On the death of Matthew Henry the commentator in June 1714, his congregation in Mare Street, Hackney, London, invited Barker to succeed him. There was division of opinion as to the new minister, and a secession followed, which culminated in the Gravel Pit congregation. But the majority adhered to Barker, and soon the congregation was as large as it had ever been.

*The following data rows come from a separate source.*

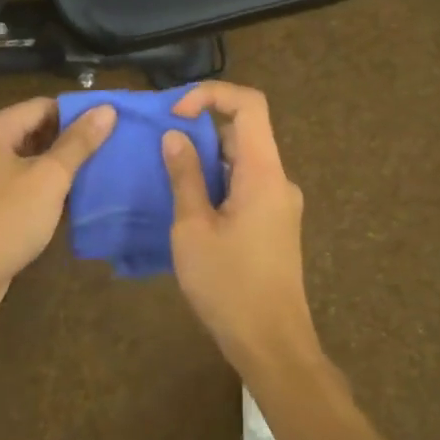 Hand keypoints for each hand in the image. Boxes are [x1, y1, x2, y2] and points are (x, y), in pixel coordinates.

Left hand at [0, 96, 115, 333]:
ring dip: (51, 167)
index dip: (75, 114)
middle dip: (65, 142)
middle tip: (103, 152)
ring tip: (89, 175)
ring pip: (20, 161)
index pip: (39, 107)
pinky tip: (60, 202)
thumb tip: (107, 109)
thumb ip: (78, 143)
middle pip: (28, 131)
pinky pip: (9, 185)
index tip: (107, 127)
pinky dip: (34, 188)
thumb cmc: (5, 220)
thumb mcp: (49, 179)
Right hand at [162, 82, 322, 382]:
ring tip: (167, 178)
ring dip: (206, 159)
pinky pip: (245, 185)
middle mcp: (278, 179)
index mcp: (263, 172)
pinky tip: (188, 206)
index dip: (211, 95)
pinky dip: (217, 182)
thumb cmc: (229, 286)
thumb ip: (185, 177)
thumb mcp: (193, 228)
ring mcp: (279, 203)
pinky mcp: (274, 223)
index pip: (249, 104)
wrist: (272, 344)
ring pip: (242, 160)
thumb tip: (175, 137)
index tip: (175, 115)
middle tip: (159, 148)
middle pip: (243, 131)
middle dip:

Shortly after his settlement at Hackney, Barker took part in the historic controversies on the Trinity, which divided Protestant dissenters into two hostile camps, respectively known as subscribers and non-subscribers. Barker belonged to the former, and delivered a series of discourses on the supreme and absolute divinity of Jesus Christ. In 1718 he was assailed by a member of his congregation, the Rev. Martin Tomkins, on the use of doxologies in prayer and praise. Prefixed to what Tomkins called 'A Calm Inquiry whether we have any Warrant from Scripture for addressing ourselves in a Way of Prayer or Praise to the Holy Spirit,' is 'A Letter to the Rev. Mr. Barker.' Barker did not allow himself to be drawn into controversy here, but the attack led to correspondence with Dr. Isaac Watts.

In 1729 Philip Gibbs was chosen as Barker's co-pastor. He was a man of ability, but his orthodoxy was questioned: in 1737 he was forced to retire, and in 1738 the place was filled by the Rev. William Hunt. It was in the same year that Barker himself suddenly resigned.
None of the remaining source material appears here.